So, there’s a comparison and a contrast in Romans five: the sons of Adam are born sinners through physical birth, and the sons of God are born righteous through spiritual birth.

This is an important doctrine to understand because by it we see that the issue isn’t about just our personal sin—we were born that way. When Adam sinned, he served as a representative for us all. His one sin ruined every man’s standing before God.

However, Christ’s one act of obedience restored many despite countless sins!

Sin and salvation are issues far greater than just what we have or haven’t done, but they each come down to only two beings…

Death Through Adam, Life Through Christ

1. Adam’s one sin introduced death into the world and it condemned all men (:12-14)

Therefore, just as through one man sin entered into the world, and death through sin, and so death spread to all men, because all sinned-- 13for until the Law sin was in the world, but sin is not imputed when there is no law. 14Nevertheless death reigned from Adam until Moses, even over those who had not sinned in the likeness of the offense of Adam, who is a type of Him who was to come.

He starts out with the word “therefore.” It’s hard to tell exactly what this word ties together, but it looks like he’s saying, “We’ve been reconciled to God” (5:10-11), therefore, we have “eternal life through Christ Jesus” (5:21).

Everything in the middle (:12-21) describes why and how. Why were we separated from God? How were we reconciled?

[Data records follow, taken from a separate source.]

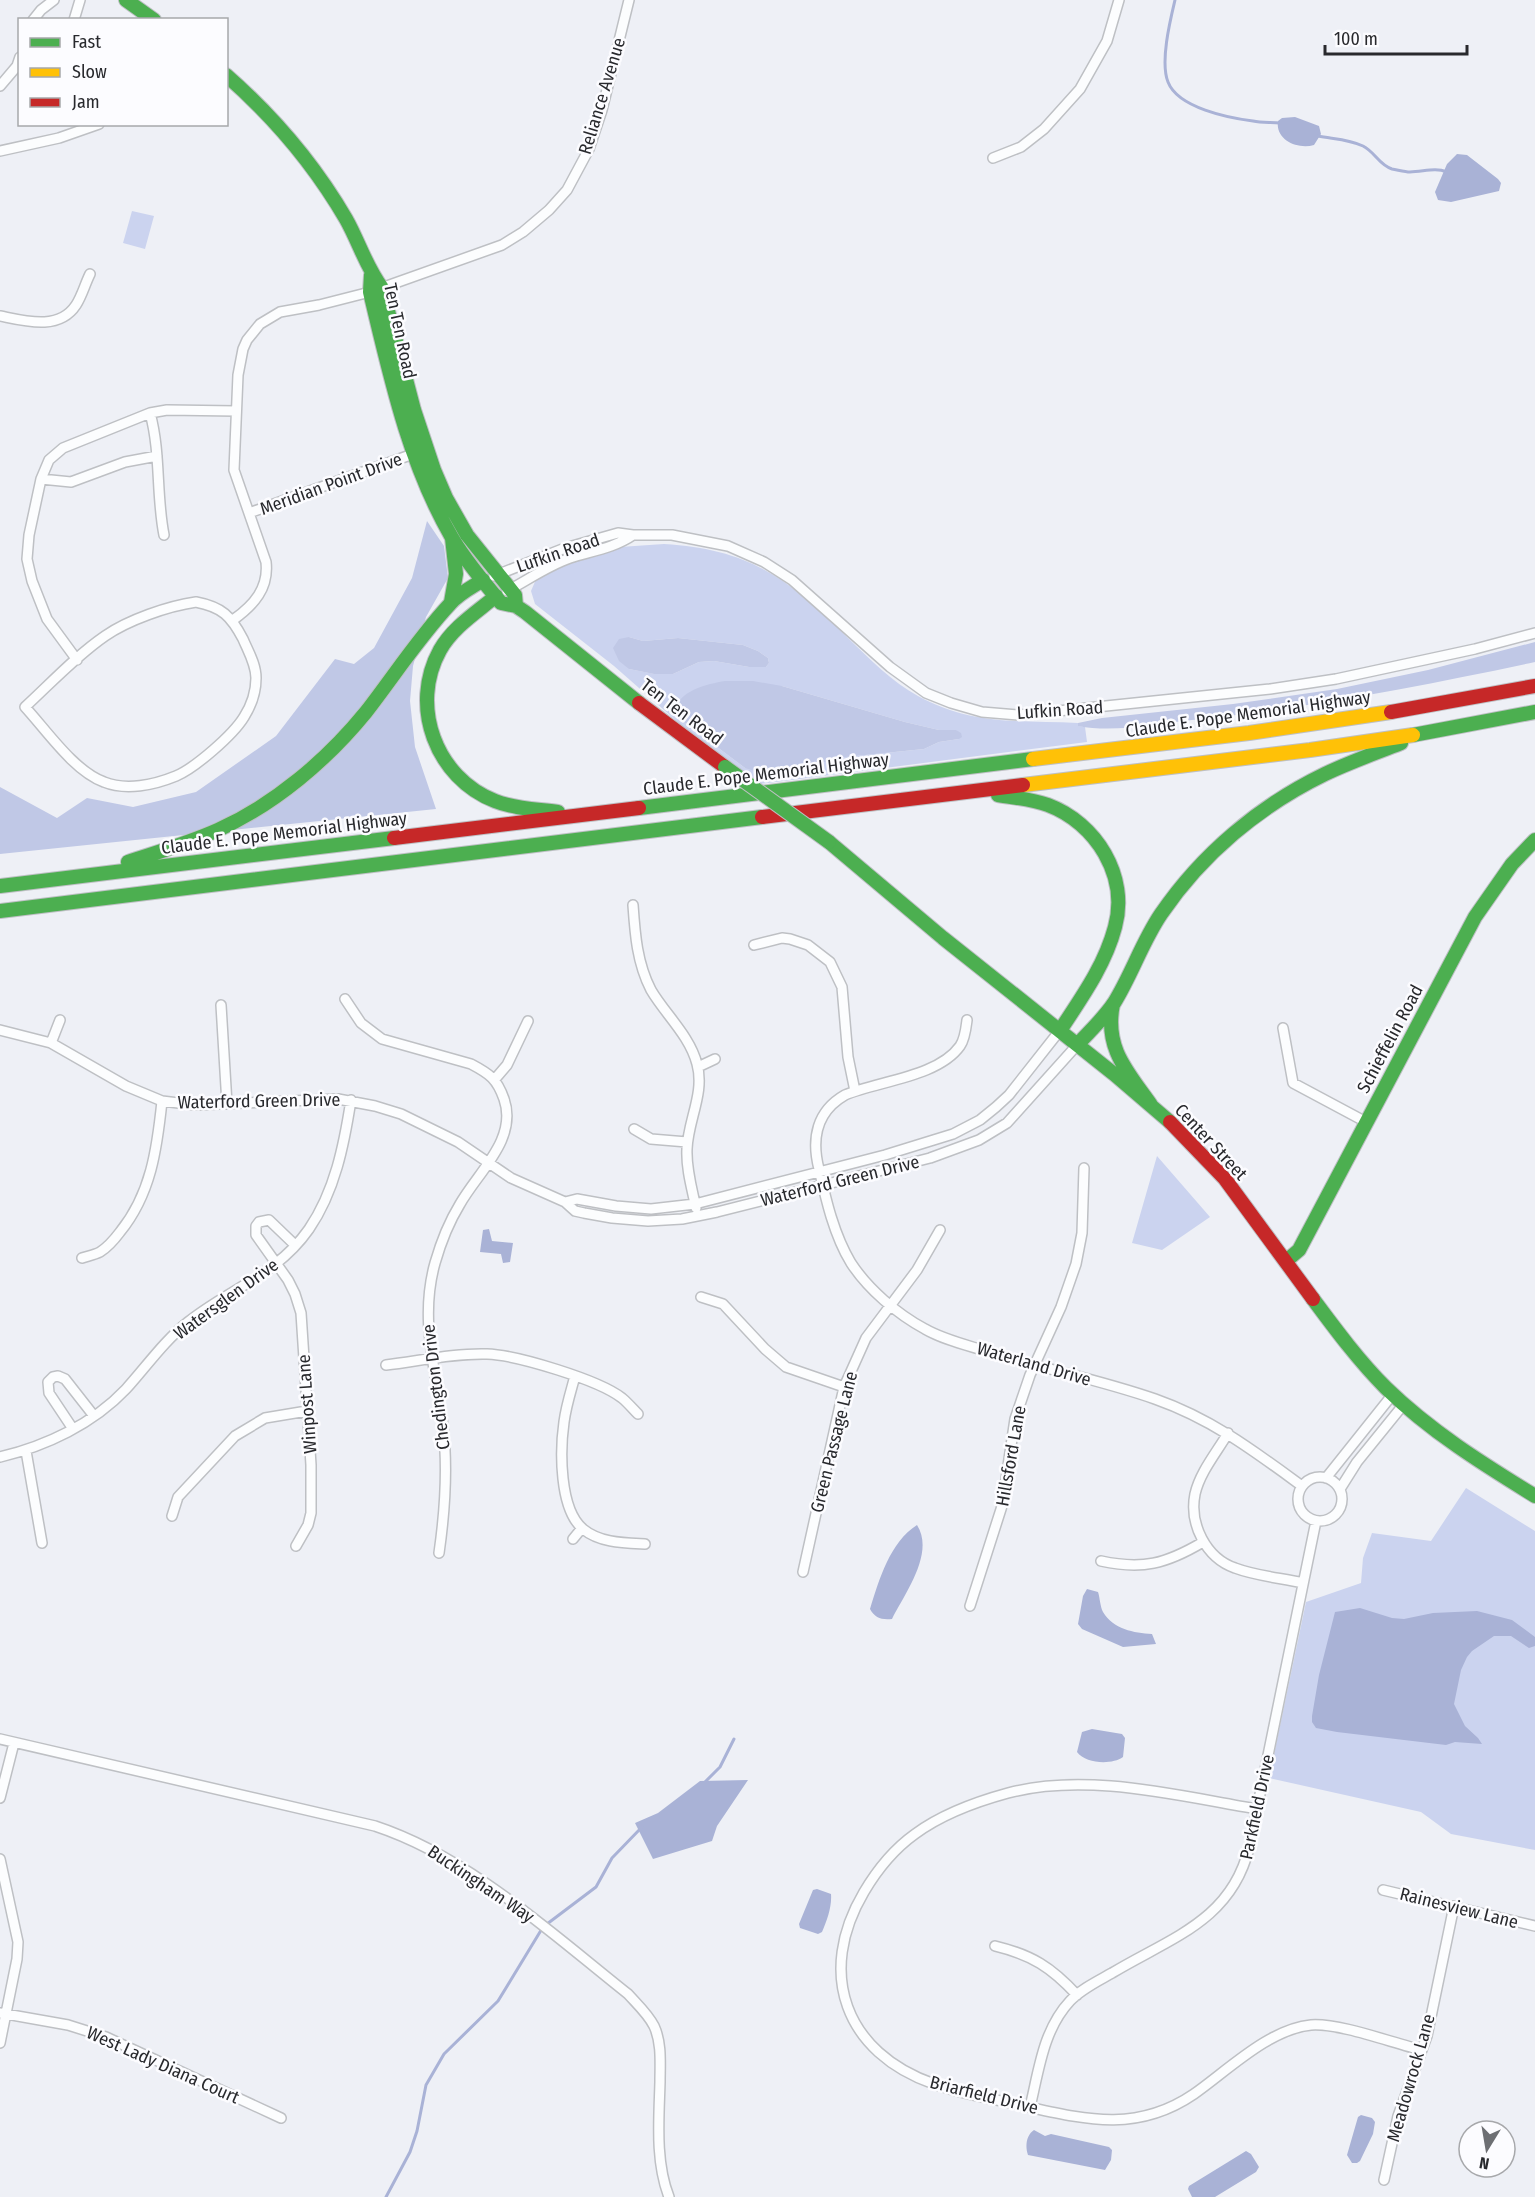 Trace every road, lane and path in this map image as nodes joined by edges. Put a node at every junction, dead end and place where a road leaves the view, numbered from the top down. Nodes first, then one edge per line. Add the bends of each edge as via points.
1 (54, 0) edge
2 (80, 0) edge
3 (126, 0) edge
4 (630, 0) edge
5 (1119, 0) edge
6 (35, 18) edge
7 (75, 18) edge
8 (151, 18) edge
9 (18, 64) edge
10 (228, 77) edge
11 (0, 86) edge
12 (93, 126) edge
13 (0, 151) edge
14 (993, 158) dead end
15 (90, 274) dead end
16 (376, 290) junction
17 (0, 316) edge
18 (236, 411) junction
19 (150, 413) junction
20 (413, 454) junction
21 (157, 456) junction
22 (41, 478) junction
23 (249, 513) junction
24 (164, 535) dead end
25 (633, 535) junction
26 (452, 538) junction
27 (498, 575) junction
28 (483, 580) junction
29 (510, 589) junction
30 (496, 596) junction
31 (451, 602) junction
32 (516, 606) junction
33 (233, 620) junction
34 (1535, 633) edge
35 (77, 660) junction
36 (1535, 686) edge
37 (1535, 712) edge
38 (1425, 733) junction
39 (980, 792) junction
40 (580, 814) junction
41 (1535, 840) edge
42 (829, 842) joint
43 (90, 874) junction
44 (0, 886) edge
45 (633, 905) dead end
46 (0, 911) edge
47 (754, 945) dead end
48 (345, 999) dead end
49 (1113, 1003) junction
50 (221, 1005) dead end
51 (60, 1020) dead end
52 (968, 1020) dead end
53 (528, 1021) dead end
54 (1283, 1028) dead end
55 (1061, 1029) junction
56 (0, 1030) edge
57 (51, 1043) junction
58 (1078, 1044) junction
59 (715, 1059) dead end
60 (698, 1066) junction
61 (495, 1079) junction
62 (855, 1091) junction
63 (351, 1100) junction
64 (162, 1101) junction
65 (227, 1104) junction
66 (1151, 1105) junction
67 (1366, 1122) junction
68 (634, 1129) dead end
69 (687, 1142) junction
70 (488, 1162) junction
71 (1084, 1168) dead end
72 (819, 1172) junction
73 (823, 1184) junction
74 (565, 1202) junction
75 (695, 1204) junction
76 (698, 1216) junction
77 (940, 1230) dead end
78 (296, 1245) junction
79 (82, 1258) dead end
80 (1286, 1261) junction
81 (276, 1265) junction
82 (701, 1297) dead end
83 (890, 1304) junction
84 (431, 1359) junction
85 (386, 1365) dead end
86 (1036, 1365) junction
87 (574, 1376) junction
88 (844, 1387) junction
89 (1393, 1394) junction
90 (1404, 1404) junction
91 (307, 1411) junction
92 (638, 1414) dead end
93 (94, 1416) junction
94 (73, 1429) junction
95 (1228, 1433) junction
96 (26, 1451) junction
97 (0, 1457) edge
98 (1326, 1478) junction
99 (1302, 1486) junction
100 (1340, 1490) junction
101 (1535, 1496) edge
102 (172, 1516) dead end
103 (1316, 1521) junction
104 (582, 1528) junction
105 (573, 1539) dead end
106 (1203, 1542) junction
107 (42, 1543) dead end
108 (645, 1544) dead end
109 (296, 1546) dead end
110 (439, 1553) dead end
111 (1101, 1561) dead end
112 (803, 1572) dead end
113 (1303, 1583) junction
114 (970, 1606) dead end
115 (0, 1739) edge
116 (14, 1743) junction
117 (0, 1798) edge
118 (1257, 1809) junction
119 (0, 1859) edge
120 (1383, 1890) dead end
121 (1454, 1906) junction
122 (1535, 1926) edge
123 (995, 1946) dead end
124 (1077, 1995) junction
125 (3, 2013) edge
126 (0, 2043) edge
127 (1422, 2050) junction
128 (1030, 2107) junction
129 (281, 2118) dead end
130 (1384, 2180) dead end
131 (669, 2197) edge

1 - 6 street
2 - 7 street
3 - 8 main road
4 - 16 street, Reliance Avenue via 600,118 579,169 562,197 502,245
5 - 14 street via 1107,41 1080,89 1044,129 1021,147
9 - 11 street
10 - 16 main road, Ten Ten Road via 269,113 322,178 348,222
12 - 13 street
15 - 17 street via 76,304 63,317 34,322
16 - 18 street, Reliance Avenue via 280,312 260,324 243,349
16 - 20 main road, Ten Ten Road
16 - 27 main road, Ten Ten Road via 432,465 462,528
18 - 19 street
18 - 23 street, Reliance Avenue via 234,470
19 - 21 street
19 - 22 street via 63,448 49,460
20 - 23 street, Meridian Point Drive
20 - 26 main road, Ten Ten Road
21 - 22 street via 125,462 71,482
21 - 24 street
22 - 35 street via 29,535 29,570 47,619
23 - 33 street, Reliance Avenue via 266,562 266,581 252,605
25 - 27 street, Lufkin Road via 618,533 565,548
25 - 29 street, Lufkin Road via 539,571
25 - 34 street, Lufkin Road via 691,537 728,546 764,561 926,693 982,712 1030,714 1270,689 1388,669
26 - 28 main road, Ten Ten Road
26 - 31 main road via 456,574
27 - 28 street, Lufkin Road
27 - 29 main road, Ten Ten Road
28 - 30 main road, Ten Ten Road
28 - 31 main road
29 - 30 street, Lufkin Road
29 - 32 main road, Ten Ten Road
30 - 32 main road, Ten Ten Road via 501,603
30 - 40 main road via 459,626 433,664 426,705 433,741 456,776 494,801
31 - 43 main road via 333,749 281,792 218,830
32 - 42 main road, Ten Ten Road, bridge
33 - 35 street via 213,605 185,603 122,626
33 - 35 street via 252,658 256,678 249,709 218,746 193,766 162,781 121,786 94,777 83,771 25,707
36 - 40 main road, Claude E. Pope Memorial Highway via 1408,710 1249,733
37 - 38 main road
38 - 39 main road
38 - 49 main road via 1316,778 1232,835 1194,871 1161,915
39 - 46 main road
39 - 55 main road via 1050,806 1074,818 1095,836 1114,874 1118,911 1110,945
40 - 43 main road, Claude E. Pope Memorial Highway
41 - 67 main road, Schieffelin Road via 1512,864 1475,917
42 - 55 main road, Center Street via 957,950
43 - 44 main road, Claude E. Pope Memorial Highway
45 - 60 street via 638,955 645,976 691,1047
47 - 62 street via 790,939 808,945 830,962 842,987
48 - 61 street via 361,1023 382,1039 471,1064
49 - 58 main road
49 - 66 main road via 1108,1020 1116,1054
50 - 65 street
51 - 57 street
52 - 62 street, Waterland Drive via 961,1046 945,1059 922,1071
53 - 61 street via 507,1065
54 - 67 street via 1293,1083
55 - 58 main road, Center Street
55 - 72 street, Waterford Green Drive via 1009,1095 980,1120 953,1134
56 - 57 street, Waterford Green Drive
57 - 64 street, Waterford Green Drive via 132,1089
58 - 66 main road, Center Street
58 - 73 street, Waterford Green Drive via 1007,1123 979,1140 930,1158
59 - 60 street
60 - 69 street via 699,1091
61 - 70 street, Chedington Drive via 508,1118 501,1143
62 - 72 street, Waterland Drive via 835,1101 819,1120 815,1148
63 - 65 street, Waterford Green Drive
63 - 70 street, Waterford Green Drive via 415,1119
63 - 78 street, Watersglen Drive via 332,1184
64 - 65 street, Waterford Green Drive
64 - 79 street via 154,1164 138,1205 111,1243
66 - 80 main road, Center Street via 1203,1156
67 - 80 main road, Schieffelin Road via 1299,1250
68 - 69 street via 651,1139
69 - 75 street
70 - 74 street, Waterford Green Drive via 533,1189
70 - 84 street, Chedington Drive via 452,1217 431,1277
71 - 86 street, Hillsford Lane via 1082,1233 1076,1264
72 - 73 street, Waterland Drive
72 - 75 street, Waterford Green Drive
73 - 76 street, Waterford Green Drive
73 - 83 street, Waterland Drive via 851,1262
74 - 75 street, Waterford Green Drive via 577,1199 651,1209
74 - 76 street, Waterford Green Drive via 575,1211 632,1220
75 - 76 street
77 - 83 street, Green Passage Lane
78 - 81 street, Watersglen Drive
78 - 81 street, Winpost Lane via 269,1220 259,1222 256,1235
80 - 89 main road, Center Street via 1369,1370
81 - 91 street, Winpost Lane via 288,1280 301,1313
81 - 93 street, Watersglen Drive via 185,1324 125,1389
82 - 88 street via 723,1304 786,1367
83 - 86 street, Waterland Drive via 946,1339
83 - 88 street, Green Passage Lane via 866,1338
84 - 85 street
84 - 87 street via 500,1355
84 - 110 street, Chedington Drive via 445,1457
86 - 95 street, Waterland Drive via 1155,1399
86 - 114 street, Hillsford Lane via 1015,1419 1002,1506
87 - 92 street via 608,1390
87 - 104 street via 563,1432 564,1476 568,1507
88 - 112 street, Green Passage Lane
89 - 90 main road, Center Street
89 - 98 street
90 - 100 street via 1357,1462
90 - 101 main road, Center Street
91 - 102 street via 265,1418 235,1436 178,1497
91 - 109 street, Winpost Lane via 311,1513
93 - 94 street, Watersglen Drive
93 - 94 street via 65,1379 53,1377 48,1382 49,1393
94 - 96 street, Watersglen Drive
95 - 99 street, Waterland Drive
95 - 106 street via 1195,1494 1195,1520
96 - 97 street, Watersglen Drive
96 - 107 street
98 - 99 street via 1313,1478
98 - 100 street
99 - 103 street via 1299,1507
100 - 103 street via 1340,1510 1330,1519
103 - 113 street, Parkfield Drive
104 - 105 street
104 - 108 street via 603,1539
106 - 111 street via 1151,1565 1124,1566
106 - 113 street via 1222,1562 1236,1569
113 - 118 street, Parkfield Drive
115 - 116 street, Buckingham Way
116 - 117 street
116 - 131 street, Buckingham Way via 375,1826 411,1838 466,1869 628,1994 655,2027 660,2054 659,2140
118 - 124 street, Parkfield Drive via 1246,1862 1222,1903 1203,1920
118 - 128 street, Briarfield Drive via 1112,1786 1076,1784 1023,1789 939,1819 914,1834 879,1870 854,1910 842,1951 845,1998 855,2024 875,2050 920,2079
119 - 125 street via 18,1942
120 - 121 street, Rainesview Lane
121 - 122 street, Rainesview Lane
121 - 127 street, Meadowrock Lane
123 - 124 street via 1042,1963
124 - 128 street, Parkfield Drive via 1048,2037
125 - 126 street
125 - 129 street, West Lady Diana Court via 68,2025 106,2037
127 - 128 street, Briarfield Drive via 1335,2027 1305,2026 1243,2055 1187,2098 1150,2115 1098,2121
127 - 130 street, Meadowrock Lane via 1398,2116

Look what he says: sin spread to all men so that death reigned over us all. Even the people who lived before the Law was given to Moses had to face the consequence of sin. Sin hadn’t been “imputed” to them; that is, they weren’t charged with personal sin because the Law didn’t yet exist. They weren’t guilty of a willful violation of a direct command as Adam was; “nevertheless” they died anyway.

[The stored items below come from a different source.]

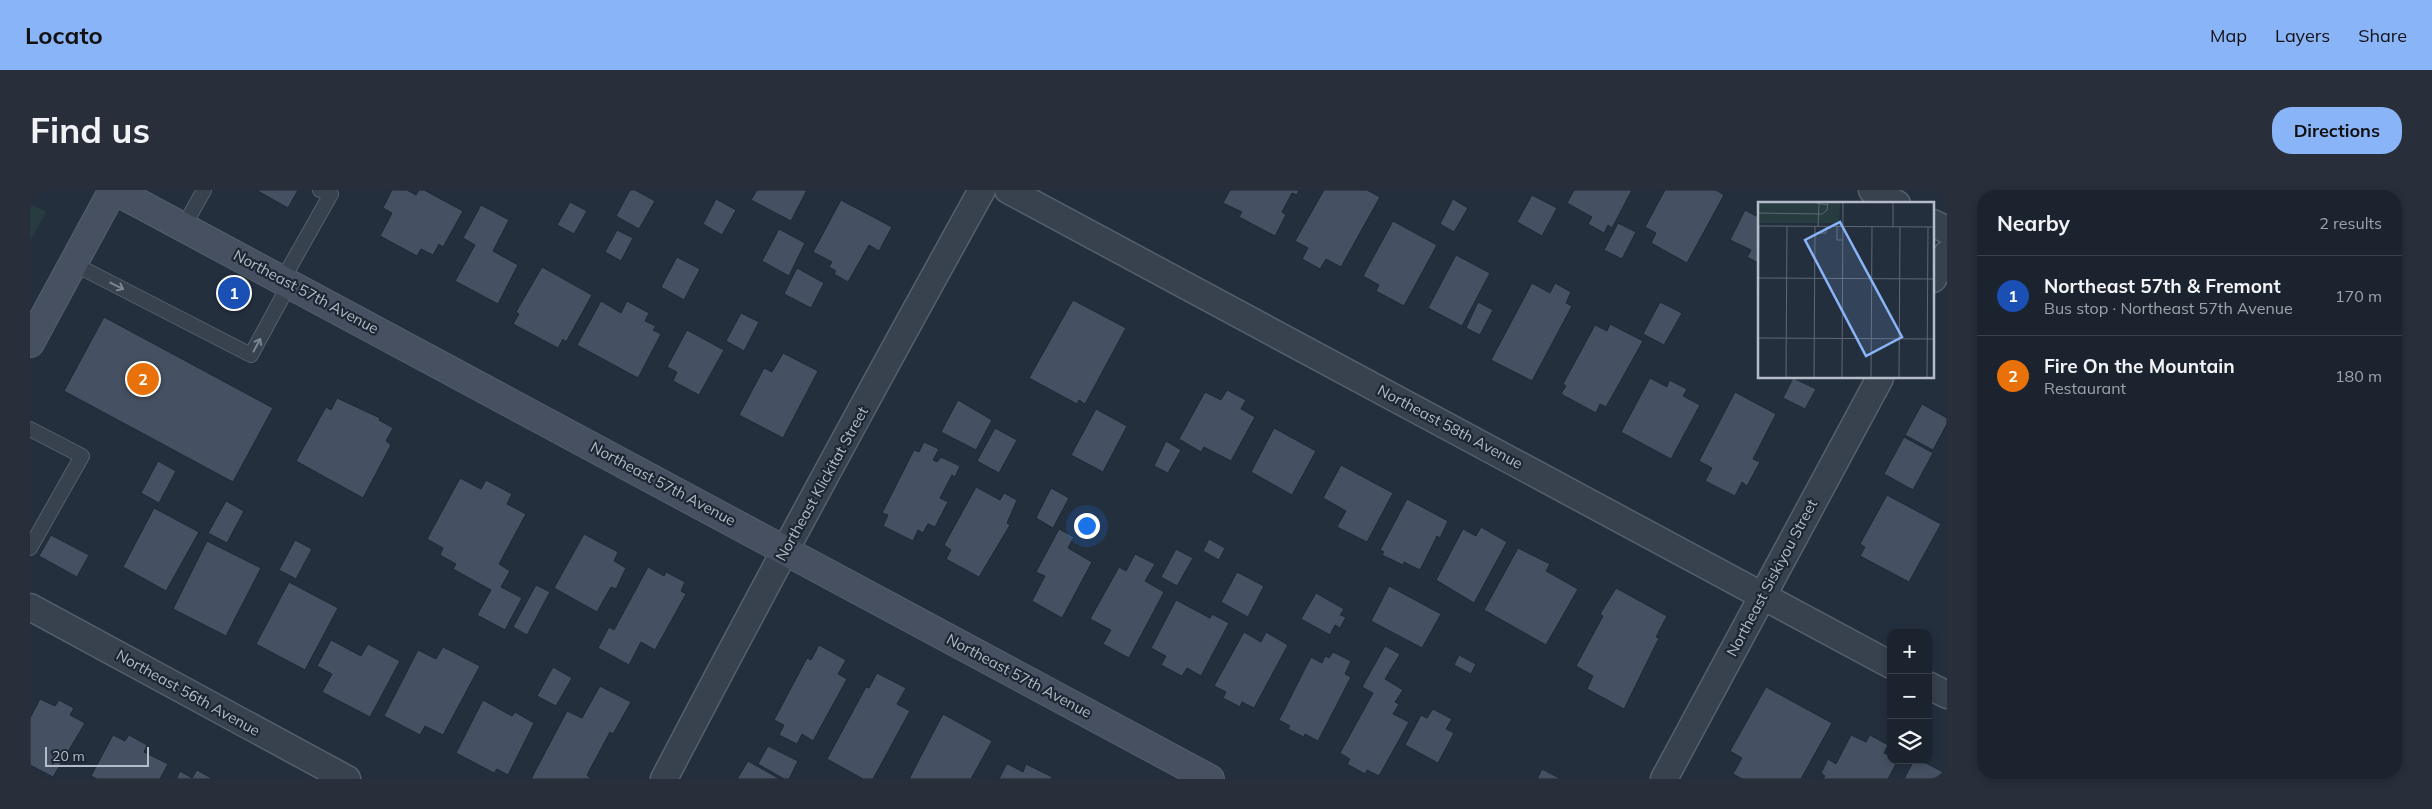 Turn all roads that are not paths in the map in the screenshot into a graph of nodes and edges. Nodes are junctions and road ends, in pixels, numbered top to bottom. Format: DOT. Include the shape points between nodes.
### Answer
graph roads {
  1 [pos="114,190"];
  2 [pos="204,190"];
  3 [pos="320,190"];
  4 [pos="982,190"];
  5 [pos="1008,190"];
  6 [pos="1872,190"];
  7 [pos="1893,202"];
  8 [pos="1934,224"];
  9 [pos="184,226"];
  10 [pos="1947,230"];
  11 [pos="1947,254"];
  12 [pos="74,264"];
  13 [pos="1934,277"];
  14 [pos="287,281"];
  15 [pos="30,343"];
  16 [pos="1879,379"];
  17 [pos="30,429"];
  18 [pos="30,548"];
  19 [pos="785,550"];
  20 [pos="1764,596"];
  21 [pos="30,607"];
  22 [pos="1887,663"];
  23 [pos="1932,687"];
  24 [pos="1947,695"];
  25 [pos="347,779"];
  26 [pos="664,779"];
  27 [pos="1210,779"];
  28 [pos="1664,779"];
  1 -- 9 [label="main road, Northeast 57th Avenue"];
  1 -- 12 [label="main road"];
  2 -- 9 [label="lane"];
  3 -- 14 [label="lane" via="330,194"];
  4 -- 19 [label="street, Northeast Klickitat Street"];
  5 -- 20 [label="street, Northeast 58th Avenue"];
  6 -- 7 [label="street"];
  8 -- 10 [label="street"];
  9 -- 14 [label="main road, Northeast 57th Avenue"];
  11 -- 13 [label="street"];
  12 -- 14 [label="lane, one-way" via="251,355"];
  12 -- 15 [label="main road"];
  14 -- 19 [label="main road, Northeast 57th Avenue"];
  16 -- 20 [label="street, Northeast Siskiyou Street"];
  17 -- 18 [label="lane" via="82,456"];
  19 -- 26 [label="street, Northeast Klickitat Street"];
  19 -- 27 [label="main road, Northeast 57th Avenue"];
  20 -- 22 [label="street, Northeast 58th Avenue"];
  20 -- 28 [label="street, Northeast Siskiyou Street"];
  21 -- 25 [label="street, Northeast 56th Avenue"];
  23 -- 24 [label="street"];
}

Because Adam’s sin “spread” to all men causing all men to die! Death reigned over all life because of one man’s sin.

How is that fair? How can God hold me accountable for something Adam did?

First of all, we know from the first three chapters that all men are guilty of sin on a personal level and that even those who don’t have the Law written on paper have it written on their hearts. We deserve whatever punishment we receive!

I would also add that this passage says as much about the nature of sin as it does the righteousness of God. How did sin get from one man to the rest? It spread. It doesn’t say that God blames one man for another’s sin; it says that sin spread from one man to another because of one man—Adam.

Something important to remember is that Paul has been talking to the Jews. They believed that being sons of Abraham bought them impartiality with God, but Paul brought those hopes crashing down in chapter four, and now here in chapter five he goes back even further.

Not only are the self-righteous Jews not the spiritual sons of Abraham, they are the physical sons of Adam who passed the curse of sin and death onto his descendants! Everyone suffers death because sin spreads to us all even before we partake of it personally.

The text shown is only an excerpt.